Haley Stevens is a member of the history-making class of 42 women joining Congress in January, having been elected in November to represent Michigan’s 11th Congressional district. But this won’t be the suburban Detroit native’s first go-round in Washington—or her first time “rolling up her sleeves,” as she says, to work on U.S. manufacturing policy at the highest levels of government.
In 2009, Stevens (then in her 20s) was chief of staff on a Treasury Department task force working on the federal rescue of Chrysler and GM. She also helped create the White
House Office of Manufacturing Policy under President Obama. In 2014, Stevens joined UI Labs’ Digital Manufacturing and Design Innovation Institute (DMDII) in Chicago, eventually becoming the organization’s director of workforce development and manufacturing engagement.
Stevens says that advocating for U.S. manufacturers—and, specifically, for the digitalization, skills-gap solutions and industry collaboration critical to ensuring the sector remains globally competitive in the years ahead—was a key motivator of her run for Congress and a top priority as she heads back to Washington. She spoke to our sister publication Plant Services' Managing Editor Christine LaFave Grace about the opportunities she’s looking to seize in Congress. Take a look...

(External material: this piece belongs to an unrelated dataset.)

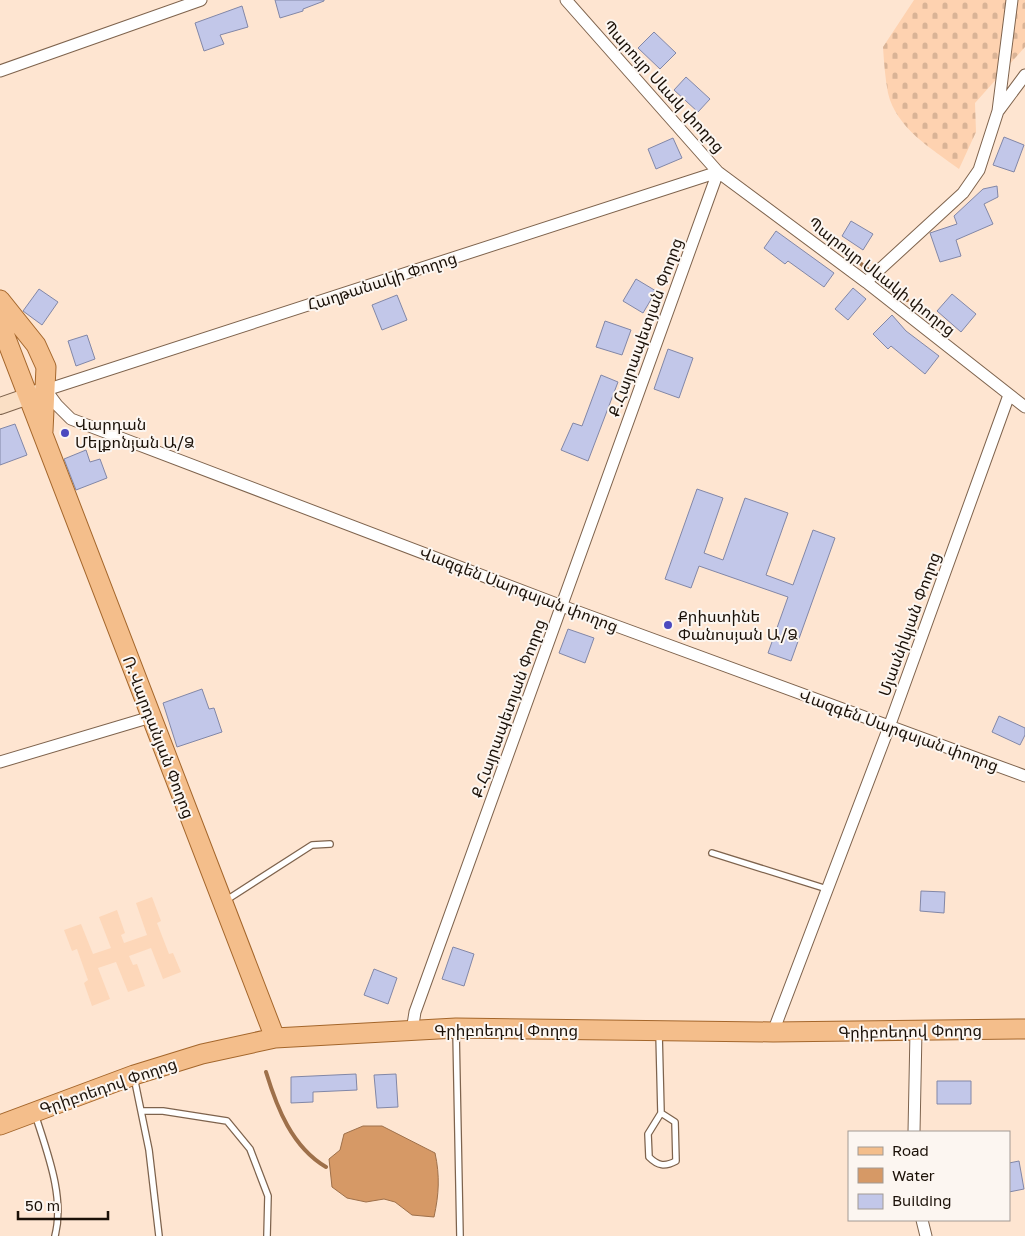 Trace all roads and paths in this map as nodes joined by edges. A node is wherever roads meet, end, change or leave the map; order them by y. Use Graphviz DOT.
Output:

PS: With your work at DMDII, you have a unique perspective on the digital future of manufacturing and the workforce challenges that go along with this transition to a more-connected manufacturing environment. What’s an experience from DMDII that you’re eager to apply in Washington?
HS: There are a few things I take from working in an advanced manufacturing research lab focused on digital manufacturing design technology with respect to the future of work and the changing nature of manufacturing. The Industrial Internet of Things has changed systems and, in many cases, improved culture, but there’s a little bit of uncertainty around where the future of manufacturing work is heading.
There’s a big role for our public policymakers to emphasize and support the role of technical talent and to encourage economic conditions favorable to the innovators and individual workers. The story of our country’s greatness has been couched within our innovation capabilities, particularly in the IoT space, where we were the ones who proliferated the internet and web applications and propagated the iPhone and stood up the 21st-century mobility economy. This, in turn, has come to support the modernization of our manufacturing economy and a new race for the future. We must seize R&D and innovation opportunities on shop floors and what’s taking place in regions like mine in Michigan.
The other big lesson that I take from working in an advanced manufacturing research lab—which was also part of President Obama’s Manufacturing USA network—is that interconnectedness is paramount. Bringing together unlikely alliances, opportunities to sit large companies down who are often competitors with each other to advance a research agenda, or a shared workforce-development need, the government can propel new outcomes and catalyze job growth. Seeing new technologies manifest before my eyes while working in a research lab showed me that we need to win the future by competing rapidly and globally and meeting the demands for our manufactured products. And I am willing to work with any of my colleagues to get this job done.